# What needs to be done:
Except for images, print the whole listing verbatim.

▶

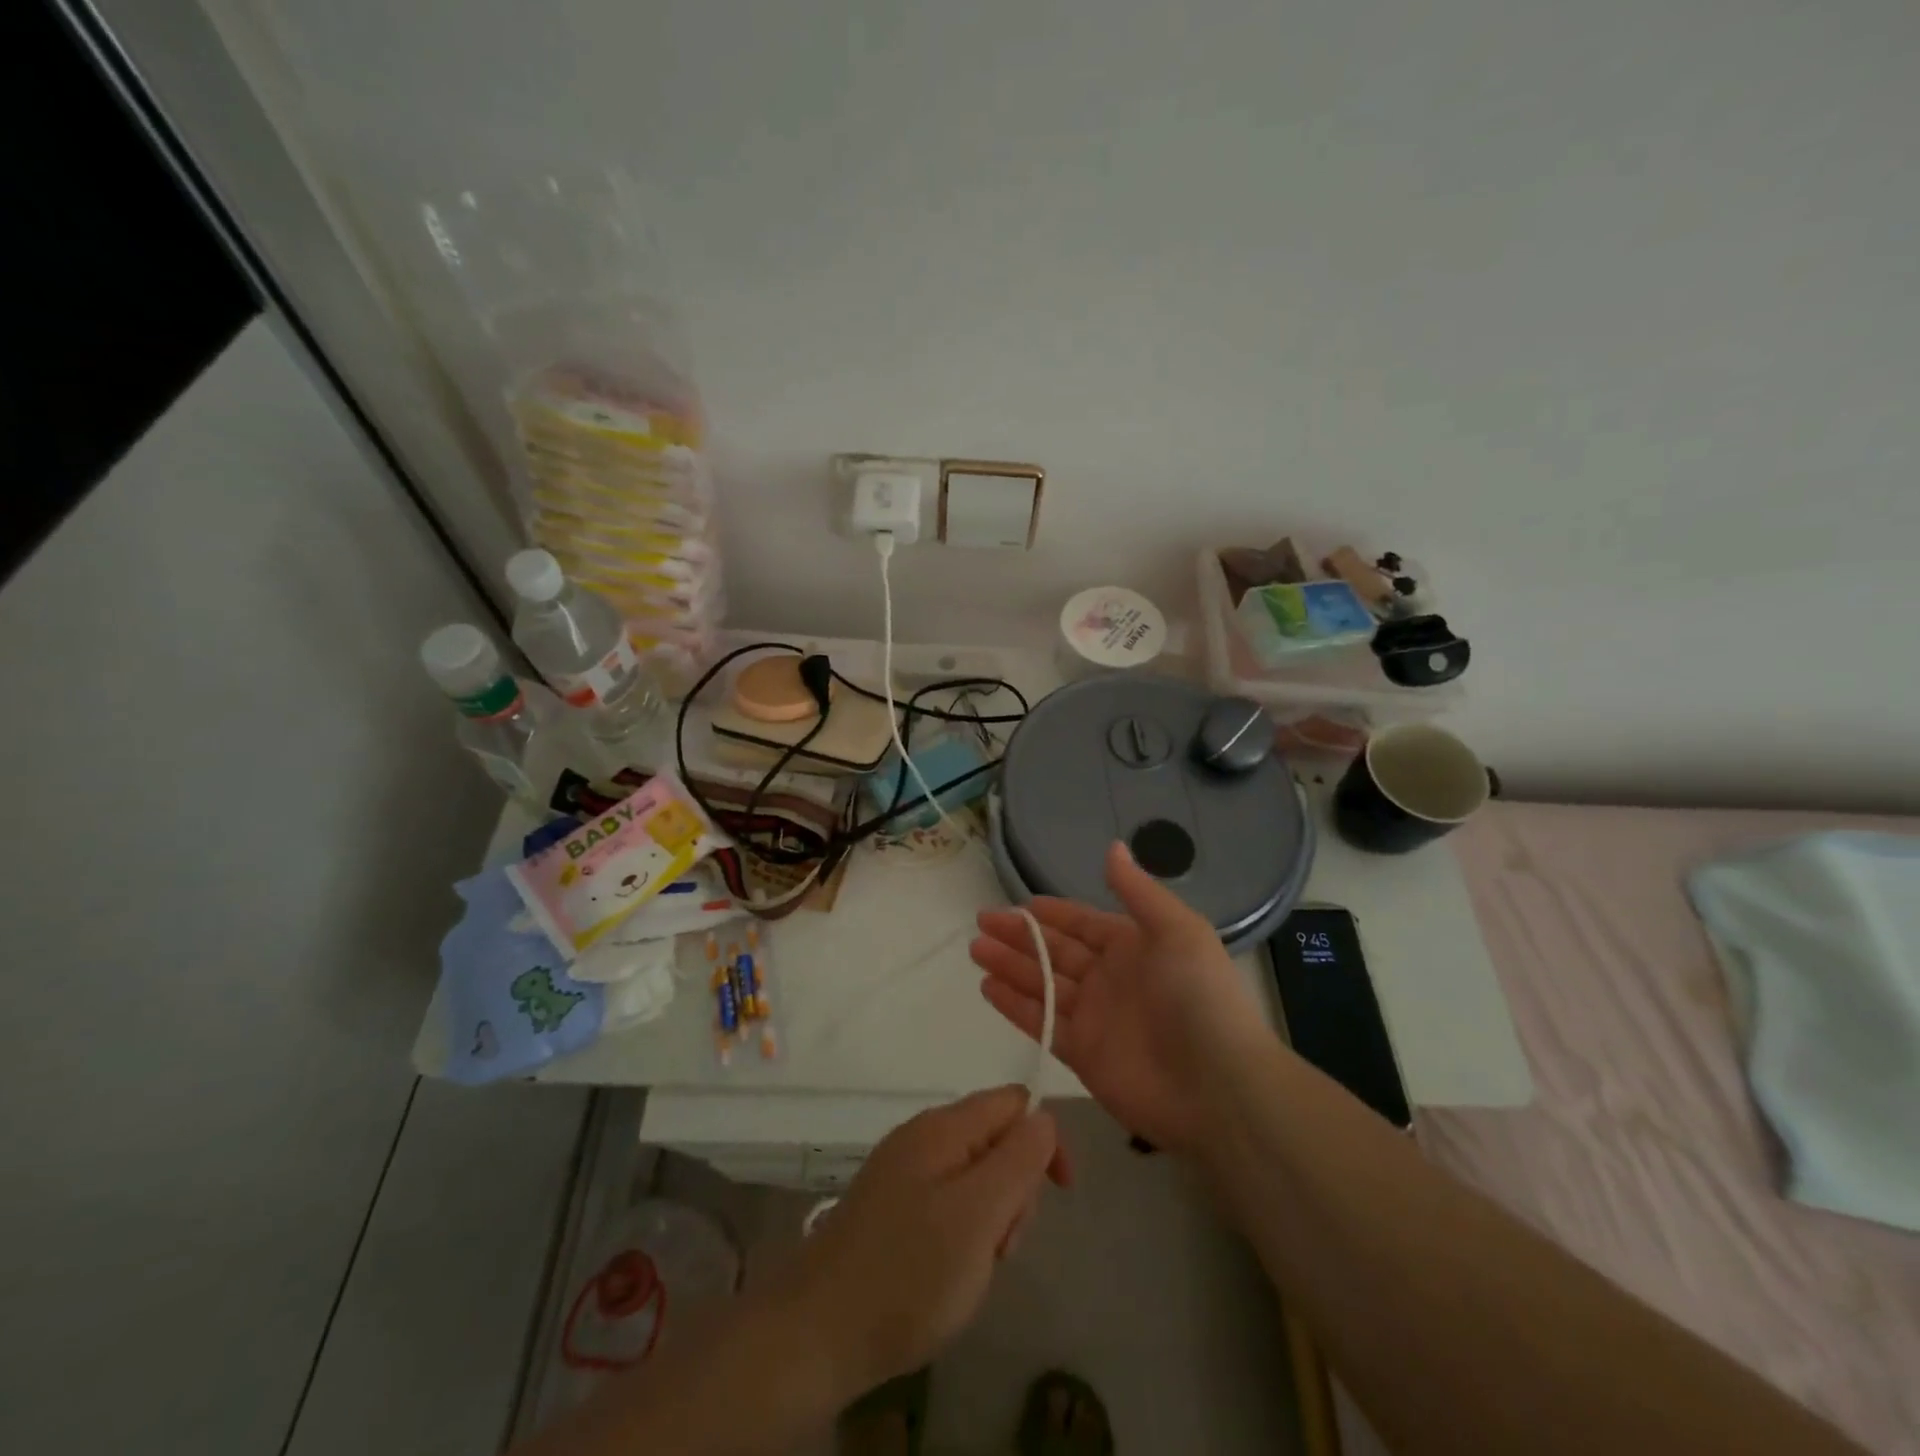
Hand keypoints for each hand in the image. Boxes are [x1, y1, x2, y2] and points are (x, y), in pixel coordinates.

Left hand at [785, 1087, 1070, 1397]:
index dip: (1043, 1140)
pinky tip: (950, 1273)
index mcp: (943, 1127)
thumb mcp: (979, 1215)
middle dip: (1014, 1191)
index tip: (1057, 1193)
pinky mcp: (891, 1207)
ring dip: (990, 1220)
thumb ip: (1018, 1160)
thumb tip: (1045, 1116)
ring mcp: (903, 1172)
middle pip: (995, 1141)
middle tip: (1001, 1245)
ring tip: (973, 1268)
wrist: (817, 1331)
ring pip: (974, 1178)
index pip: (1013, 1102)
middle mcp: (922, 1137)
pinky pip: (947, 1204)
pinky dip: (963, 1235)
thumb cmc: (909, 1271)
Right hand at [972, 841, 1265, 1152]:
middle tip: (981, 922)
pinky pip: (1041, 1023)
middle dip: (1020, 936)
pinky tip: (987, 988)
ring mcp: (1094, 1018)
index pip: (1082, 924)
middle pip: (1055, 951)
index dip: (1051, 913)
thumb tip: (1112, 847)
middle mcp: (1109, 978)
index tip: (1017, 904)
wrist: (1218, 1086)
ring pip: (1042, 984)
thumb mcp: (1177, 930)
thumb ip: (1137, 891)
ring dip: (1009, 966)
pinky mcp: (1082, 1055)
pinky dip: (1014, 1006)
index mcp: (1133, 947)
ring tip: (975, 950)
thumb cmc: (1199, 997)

◀

# Solution:
Hand keypoints for each hand in the image. Boxes are [x1, y1, x2, y2] and points are (x, y), in pixel coordinates.

Left hand at [785, 1087, 1070, 1397]:
index dip: (1043, 1140)
pinky tip: (950, 1273)
index mcp: (943, 1127)
thumb mcp: (979, 1215)
middle dip: (1014, 1191)
index tip: (1057, 1193)
pinky mcp: (891, 1207)
ring dip: (990, 1220)
thumb ip: (1018, 1160)
thumb tip: (1045, 1116)
ring mcp: (903, 1172)
middle pip: (995, 1141)
middle tip: (1001, 1245)
ring tip: (973, 1268)
wrist: (817, 1331)
ring pip: (974, 1178)
index pip: (1013, 1102)
middle mcp: (922, 1137)
pinky pip: (947, 1204)
pinky dip: (963, 1235)
thumb cmc: (909, 1271)
Right hand at [972, 841, 1265, 1152]:
middle tip: (981, 922)
pinky pip: (1041, 1023)
middle dip: (1020, 936)
pinky tip: (987, 988)
ring mcp: (1094, 1018)
index pip: (1082, 924)
middle pip: (1055, 951)
index dip: (1051, 913)
thumb tip: (1112, 847)
middle mcp: (1109, 978)
index tip: (1017, 904)
wrist: (1218, 1086)
ring pip: (1042, 984)
thumb mcp: (1177, 930)
thumb ip: (1137, 891)
ring dip: (1009, 966)
pinky mcp: (1082, 1055)
pinky dip: (1014, 1006)
index mcp: (1133, 947)
ring tip: (975, 950)
thumb cmc: (1199, 997)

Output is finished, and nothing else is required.